Constitution panel could look for clemency fix - Florida Politics

Constitution panel could look for clemency fix

The Florida Constitution Revision Commission may wade into the state’s process for restoring voting rights of ex-felons, after a federal judge ruled the current clemency process is unconstitutional.

Members of the commission’s Ethics and Elections Committee unanimously agreed Friday to explore ways to consider the issue, either through additional committee meetings or by amending a proposal when the full commission meets in March.

On Thursday, U.S. District Judge Mark Walker found the current process – in which ex-felons must wait years to have their clemency cases considered and only a small number are successful in getting rights restored – to be arbitrary and unconstitutional. He also asked the state and lawyers who challenged the system to file plans to resolve the problem by Feb. 12.

“I don’t know if there is anything we can do, should do, where we would go from here, et cetera,” said Commissioner Hank Coxe, a Jacksonville lawyer who heads the commission’s Ethics and Elections Committee. “But we’re here, it just happened and so we have it.”

Commissioner Sherry Plymale of Palm City said she and other members of the committee have an understanding of the problems in the current system, after they participated in an in-depth review of the clemency process.

“We were unhappy particularly with the number of people that are in the queue, which was thousands,” Plymale said. “I felt all along that we needed to find an opportunity to work on this.”

As of Oct. 1, the state had a backlog of 10,377 cases in which ex-felons are seeking to have civil rights restored, including the right to vote, according to commission analysts.

In Walker’s order, the federal judge noted that 154,000 Floridians had their rights restored under former Gov. Charlie Crist, who set up a process in which cases could be reviewed by the state parole commission.

But Gov. Rick Scott changed that policy after he took office in 2011, leaving the rights-restoration decisions up to him and the three members of the state Cabinet, although the governor has sole power to reject any application.

Since that time, only 3,000 applications have been granted, with Walker noting the process has resulted in nearly 1.7 million Floridians being denied the right to vote, including more than one out of every five voting-age African-American residents.

“I do think we owe it to an awful lot of people in Florida to have this process work a lot better than it does,” Plymale said. “Even if they don’t want to restore rights, OK. But they’re not even getting a hearing, which is really not fair.”

Former Senate President Don Gaetz, a Niceville Republican who is a member of the ethics and election panel, expressed regret that lawmakers did not address the issue during his 10 years in the Legislature.

“We didn’t do what perhaps we could or should have done if we had known then what we know now,” Gaetz said. “It’s obvious that the clemency process in our state is not only broken but it’s scandalously broken.”

The commission considered several proposals aimed at automatically restoring voting rights for ex-felons.

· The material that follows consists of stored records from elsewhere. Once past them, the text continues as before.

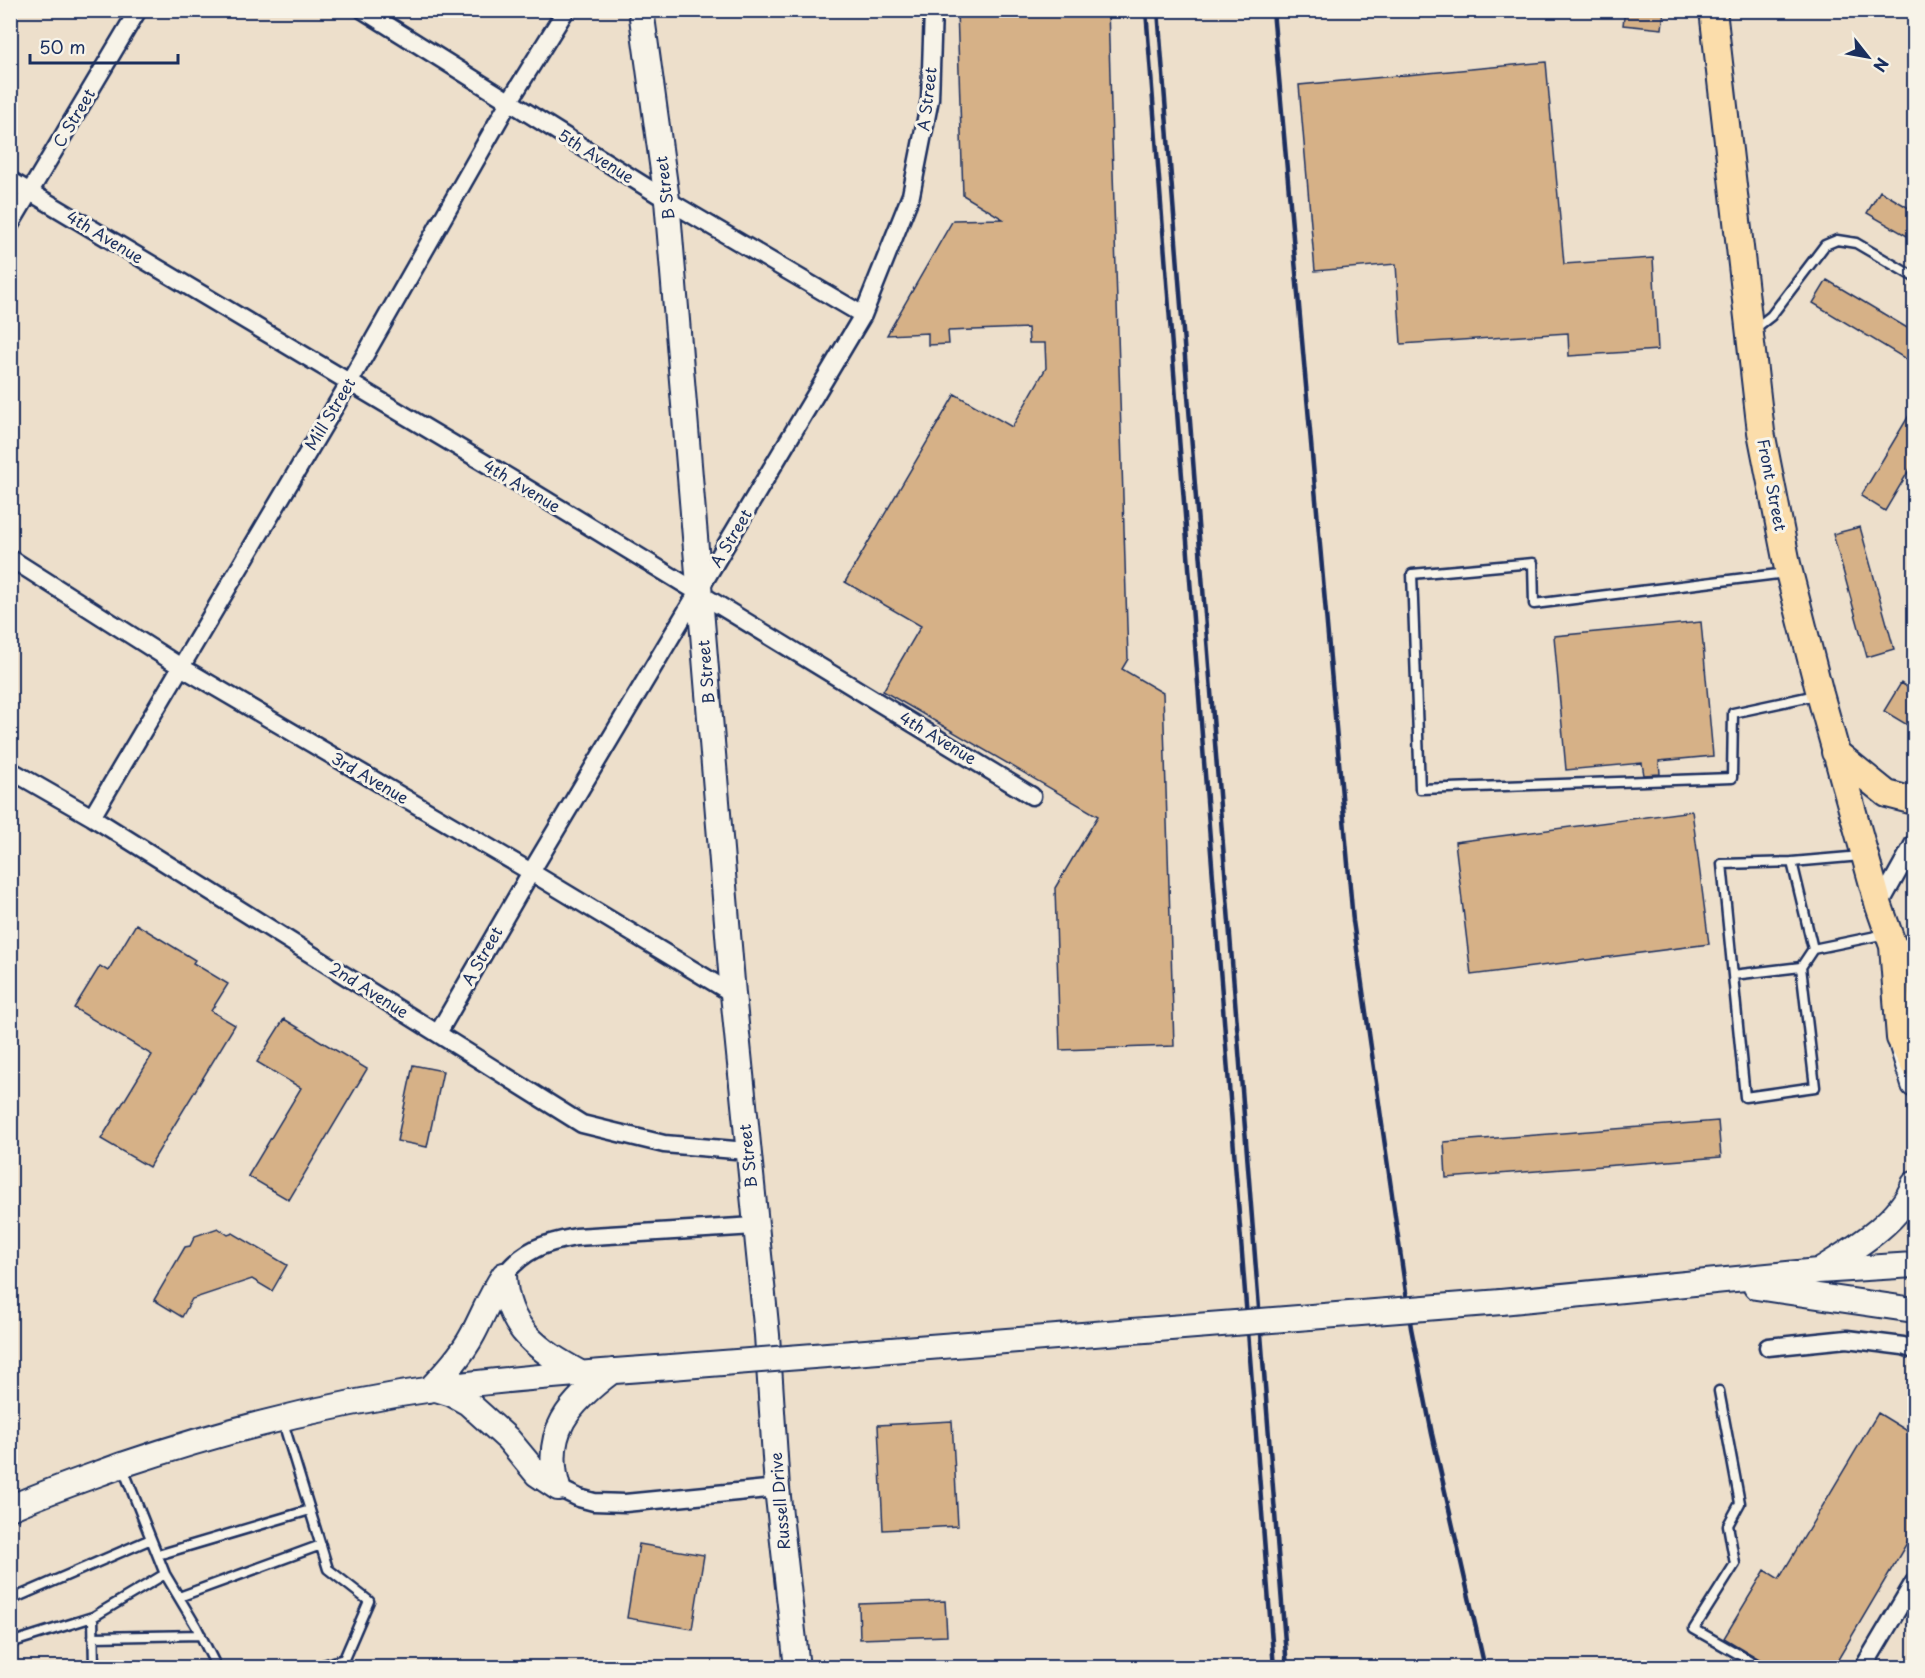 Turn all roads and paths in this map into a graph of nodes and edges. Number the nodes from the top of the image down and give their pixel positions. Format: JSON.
{"nodes":[{"id":1,"x":138,"y":10,"type":"edge"},
{"id":2,"x":363,"y":10,"type":"edge"},
{"id":3,"x":566,"y":10,"type":"edge"},
{"id":4,"x":641,"y":10,"type":"edge"},
{"id":5,"x":933,"y":10,"type":"edge"},
{"id":6,"x":1713,"y":10,"type":"edge"},
{"id":7,"x":509,"y":102,"type":"junction"},
{"id":8,"x":10,"y":180,"type":"edge"},
{"id":9,"x":30,"y":192,"type":"junction"},
{"id":10,"x":667,"y":200,"type":"junction"},
{"id":11,"x":10,"y":225,"type":"edge"},
{"id":12,"x":1914,"y":277,"type":"edge"},
{"id":13,"x":863,"y":315,"type":"junction"},
{"id":14,"x":1750,"y":333,"type":"junction"},
{"id":15,"x":349,"y":383,"type":"junction"},
{"id":16,"x":10,"y":558,"type":"edge"},
{"id":17,"x":1789,"y":572,"type":"junction"},
{"id":18,"x":699,"y":593,"type":"junction"},
{"id":19,"x":181,"y":667,"type":"junction"},
{"id":20,"x":1820,"y":694,"type":"junction"},
{"id":21,"x":1835,"y":752,"type":"junction"},
{"id":22,"x":10,"y":770,"type":"edge"},
{"id":23,"x":1032,"y":795,"type":"dead end"},
{"id":24,"x":1914,"y":801,"type":"edge"},
{"id":25,"x":92,"y":816,"type":"junction"},
{"id":26,"x":1914,"y":843,"type":"edge"},
{"id":27,"x":1864,"y":856,"type":"junction"},
{"id":28,"x":1792,"y":862,"type":"junction"},
{"id":29,"x":531,"y":872,"type":"junction"},
{"id":30,"x":1879,"y":906,"type":"junction"},
{"id":31,"x":1899,"y":943,"type":"edge"},
{"id":32,"x":1813,"y":949,"type":"junction"},
{"id":33,"x":1801,"y":967,"type":"junction"},
{"id":34,"x":1914,"y":971,"type":"edge"},
{"id":35,"x":1732,"y":975,"type":"junction"},
{"id":36,"x":733,"y":994,"type":"junction"},
{"id":37,"x":438,"y":1033,"type":"junction"},
{"id":38,"x":1900,"y":1038,"type":"junction"},
{"id":39,"x":1914,"y":1065,"type":"edge"},
{"id":40,"x":1914,"y":1085,"type":"edge"},
{"id":41,"x":747,"y":1151,"type":"junction"},
{"id":42,"x":1914,"y":1184,"type":"edge"},
{"id":43,"x":755,"y":1226,"type":"junction"},
{"id":44,"x":1914,"y":1264,"type":"edge"},
{"id":45,"x":1818,"y":1271,"type":"junction"},
{"id":46,"x":504,"y":1275,"type":"junction"},
{"id":47,"x":1721,"y":1282,"type":"junction"},
{"id":48,"x":1914,"y":1310,"type":"edge"},
{"id":49,"x":767,"y":1335,"type":"joint"},
{"id":50,"x":1768,"y":1347,"type":"dead end"},
{"id":51,"x":1914,"y":1350,"type":"edge"},
{"id":52,"x":612,"y":1371,"type":"junction"},
{"id":53,"x":582,"y":1374,"type":"junction"},
{"id":54,"x":433,"y":1389,"type":"junction"},
{"id":55,"x":1719,"y":1391,"type":"dead end"},
{"id":56,"x":282,"y":1419,"type":"junction"},
{"id":57,"x":122,"y":1466,"type":"junction"},
{"id":58,"x":558,"y":1488,"type":"junction"},
{"id":59,"x":777,"y":1488,"type":"junction"},
{"id":60,"x":10,"y":1508,"type":"edge"},
{"id":61,"x":310,"y":1510,"type":"junction"},
{"id":62,"x":151,"y":1539,"type":"junction"},
{"id":63,"x":321,"y":1545,"type":"junction"},
{"id":64,"x":158,"y":1556,"type":"junction"},
{"id":65,"x":165,"y":1574,"type":"junction"},
{"id":66,"x":1914,"y":1582,"type":"edge"},
{"id":67,"x":179,"y":1597,"type":"junction"},
{"id":68,"x":10,"y":1600,"type":"edge"},
{"id":69,"x":93,"y":1617,"type":"junction"},
{"id":70,"x":201,"y":1635,"type":"junction"},
{"id":71,"x":93,"y":1637,"type":"junction"},
{"id":72,"x":10,"y":1643,"type":"edge"},
{"id":73,"x":94,"y":1668,"type":"edge"},
{"id":74,"x":217,"y":1668,"type":"edge"},
{"id":75,"x":313,"y":1668,"type":"edge"},
{"id":76,"x":798,"y":1668,"type":"edge"},
{"id":77,"x":1763,"y":1668,"type":"edge"},
{"id":78,"x":1863,"y":1668,"type":"edge"}],
"edges":[{"from":1,"to":9,"type":"street","name":"C Street"},
{"from":2,"to":7,"type":"street","name":"5th Avenue"},
{"from":3,"to":7,"type":"street","name":"Mill Street"},
{"from":4,"to":10,"type":"main road","name":"B Street"},
{"from":5,"to":13,"type":"street","name":"A Street"},
{"from":6,"to":14,"type":"main road","name":"Front Street"},
{"from":7,"to":10,"type":"street","name":"5th Avenue"},
{"from":7,"to":15,"type":"street","name":"Mill Street"},
{"from":8,"to":9,"type":"street","name":"4th Avenue"},
{"from":9,"to":11,"type":"street","name":"C Street"},
{"from":9,"to":15,"type":"street","name":"4th Avenue"},
{"from":10,"to":13,"type":"street","name":"5th Avenue"},
{"from":10,"to":18,"type":"main road","name":"B Street"},
{"from":12,"to":14,"type":"lane"},
{"from":13,"to":18,"type":"street","name":"A Street"},
{"from":14,"to":17,"type":"main road","name":"Front Street"},
{"from":15,"to":18,"type":"street","name":"4th Avenue"},
{"from":15,"to":19,"type":"street","name":"Mill Street"},
{"from":16,"to":19,"type":"street","name":"3rd Avenue"},
{"from":17,"to":20,"type":"main road","name":"Front Street"},
{"from":17,"to":20,"type":"lane"},
{"from":18,"to":23,"type":"street","name":"4th Avenue"},
{"from":18,"to":29,"type":"street","name":"A Street"},
{"from":18,"to":36,"type":"main road","name":"B Street"},
{"from":19,"to":25,"type":"street","name":"Mill Street"},
{"from":19,"to":29,"type":"street","name":"3rd Avenue"},
{"from":20,"to":21,"type":"main road","name":"Front Street"},
{"from":21,"to":24,"type":"main road"},
{"from":21,"to":27,"type":"main road","name":"Front Street"},
{"from":22,"to":25,"type":"street","name":"2nd Avenue"},
{"from":25,"to":37,"type":"street","name":"2nd Avenue"},
{"from":26,"to":30,"type":"street"},
{"from":27,"to":28,"type":"lane"},
{"from":27,"to":30,"type":"main road","name":"Front Street"},
{"from":28,"to":32,"type":"lane"},
{"from":28,"to":35,"type":"lane"},
{"from":29,"to":36,"type":"street","name":"3rd Avenue"},
{"from":29,"to":37,"type":"street","name":"A Street"},
{"from":30,"to":31,"type":"main road","name":"Front Street"},
{"from":31,"to":32,"type":"lane"},
{"from":31,"to":34,"type":"main road","name":"Front Street"},
{"from":31,"to":38,"type":"main road","name":"Front Street"},
{"from":32,"to":33,"type":"lane"},
{"from":33,"to":35,"type":"lane"},
{"from":33,"to":35,"type":"lane"},
{"from":36,"to":41,"type":"main road","name":"B Street"},
{"from":37,"to":41,"type":"street","name":"2nd Avenue"},
{"from":38,"to":39,"type":"main road","name":"Front Street"},
{"from":38,"to":40,"type":"main road"},
{"from":41,"to":43,"type":"main road","name":"B Street"},
{"from":42,"to":45,"type":"main road"},
{"from":43,"to":46,"type":"street"},
{"from":43,"to":49,"type":"main road","name":"B Street"},
{"from":44,"to":45,"type":"main road"},
{"from":45,"to":47,"type":"main road"},
{"from":46,"to":53,"type":"main road"},
{"from":46,"to":54,"type":"main road"},
{"from":47,"to":48,"type":"main road"},
{"from":47,"to":52,"type":"main road","bridge":true},
{"from":49,"to":59,"type":"main road","name":"Russell Drive"},
{"from":50,"to":51,"type":"street"},
{"from":52,"to":53,"type":"main road"},
{"from":52,"to":58,"type":"main road"},
{"from":53,"to":54,"type":"main road"},
{"from":54,"to":56,"type":"main road"},
{"from":54,"to":58,"type":"main road"},
{"from":55,"to":77,"type":"lane"},
{"from":56,"to":57,"type":"main road"},
{"from":56,"to":61,"type":"lane"},
{"from":57,"to":60,"type":"main road"},
{"from":57,"to":62,"type":"lane"},
{"from":58,"to":59,"type":"street"},
{"from":59,"to":76,"type":"main road","name":"Russell Drive"},
{"from":61,"to":63,"type":"lane"},
{"from":61,"to":64,"type":"lane"},
{"from":62,"to":64,"type":"lane"},
{"from":62,"to":68,"type":"lane"},
{"from":63,"to":67,"type":"lane"},
{"from":63,"to":75,"type":"lane"},
{"from":64,"to":65,"type":"lane"},
{"from":65,"to":67,"type":"lane"},
{"from":65,"to":69,"type":"lane"},
{"from":66,"to":78,"type":"street"},
{"from":67,"to":70,"type":"lane"},
{"from":69,"to":71,"type":"lane"},
{"from":69,"to":72,"type":"lane"},
{"from":70,"to":71,"type":"lane"},
{"from":70,"to":74,"type":"lane"},
{"from":71,"to":73,"type":"lane"}]}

But those proposals were withdrawn when the political committee Floridians for a Fair Democracy obtained enough petition signatures to place an initiative, known as Amendment 4, on the fall ballot. That amendment would automatically restore voting rights to felons who have served their sentences, excluding those convicted for murder or sexual offenses.

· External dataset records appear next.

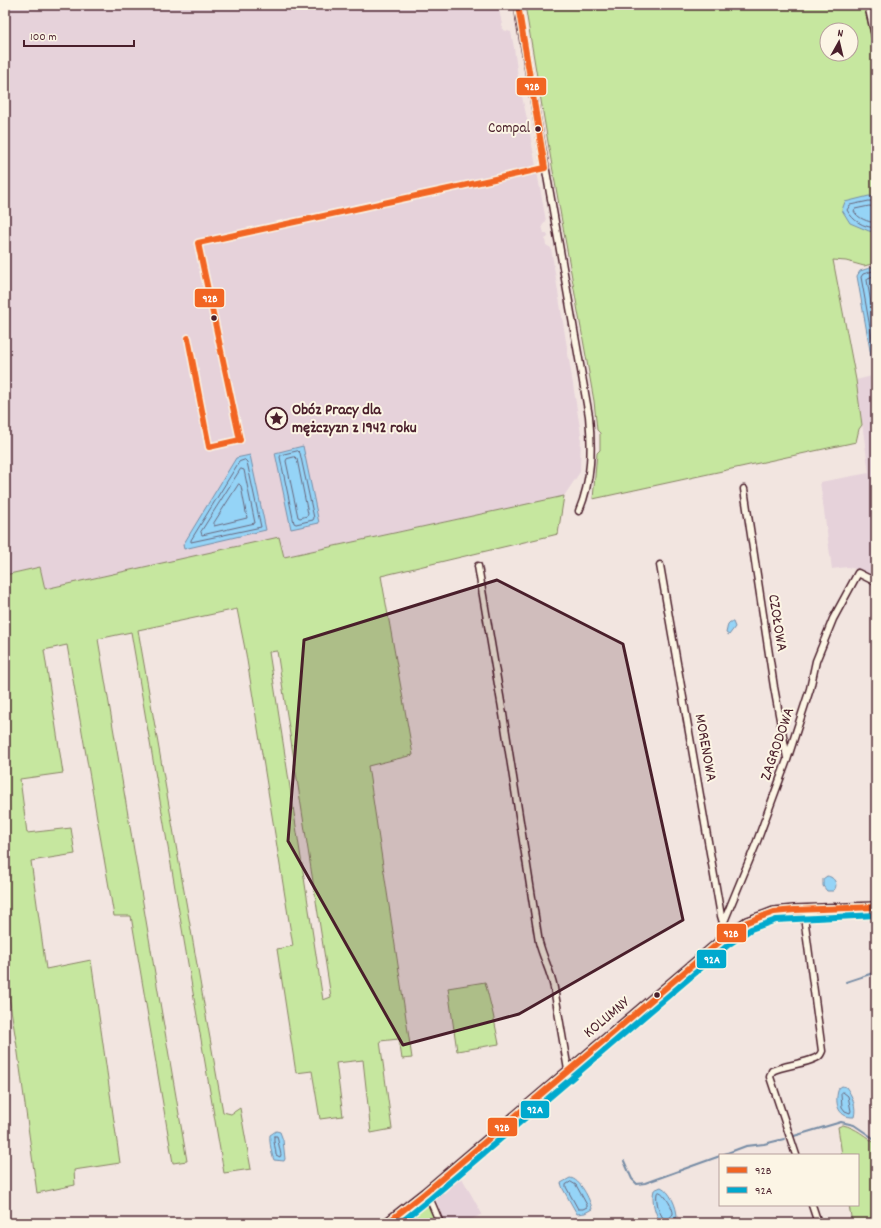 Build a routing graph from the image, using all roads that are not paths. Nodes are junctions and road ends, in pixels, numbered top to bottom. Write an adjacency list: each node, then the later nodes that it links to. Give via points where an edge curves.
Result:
1 (518, 5): 5 (street, via 589,416 589,477)
2 (868, 5): 3 (street)
3 (876, 40)
4 (744, 489): 9 (street, CZOŁOWA)
5 (579, 511)
6 (660, 565): 12 (street, MORENOWA)
7 (478, 566): 14 (street, via 539,942 552,980)
8 (876, 582): 9 (street, ZAGRODOWA, via 858,573 833,619 816,661 810,689)
9 (787, 760): 12 (street, ZAGRODOWA)
10 (876, 907): 11 (street, KOLUMNY)
11 (806, 910): 13 (street, KOLUMNY, via 769,913 747,922); 15 (street, via 805,924 822,1050 818,1057 781,1067 770,1074)
12 (723, 924): 13 (street, MORENOWA)
13 (729, 934): 14 (street, KOLUMNY)
14 (568, 1070): 16 (street, KOLUMNY)
15 (796, 1154)
16 (424, 1193): 18 (street, KOLUMNY); 19 (street)
17 (812, 1206): 20 (street)
18 (387, 1223)
19 (440, 1223)
20 (818, 1223)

As commissioners debated the ex-felon proposals, several members raised the possibility of “ballot confusion” if the commission placed a measure on the 2018 general election ballot in addition to Amendment 4.

Coxe, the chairman of the ethics and elections panel, said if the commission now takes up a proposal, he expects it to be focused on the clemency process rather than on the automatic restoration of voting rights.

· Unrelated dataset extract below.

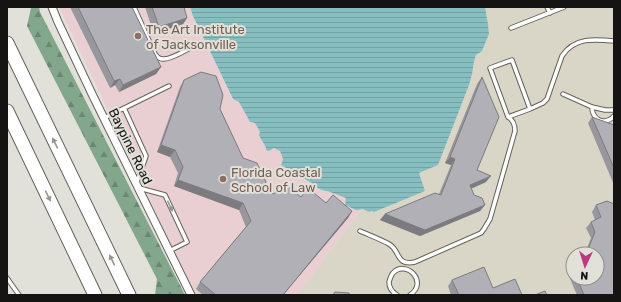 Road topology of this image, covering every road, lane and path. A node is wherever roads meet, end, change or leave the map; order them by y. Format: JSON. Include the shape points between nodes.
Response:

“I’m not concerned about ballot confusion if one deals with clemency and it clearly does,” Coxe said.

Gaetz said he expects Amendment 4 to fail to gain the required 60 percent support from voters because it is “too broad.” While it excludes murderers and sex offenders, it would automatically restore rights to other felons who have committed serious crimes, such as kidnapping or carjacking.

He said he would not like to see competing proposals on the ballot, “but I think that we should not just give up on the opportunity to fix the clemency process even if we can’t fix the broader issue because of the way it is drawn so expansively.”

The commission, which meets every 20 years, has the unique ability to place constitutional amendments on the 2018 ballot. Ballot measures must be supported by at least 60 percent of voters to be enacted.

Republished with permission of the News Service of Florida.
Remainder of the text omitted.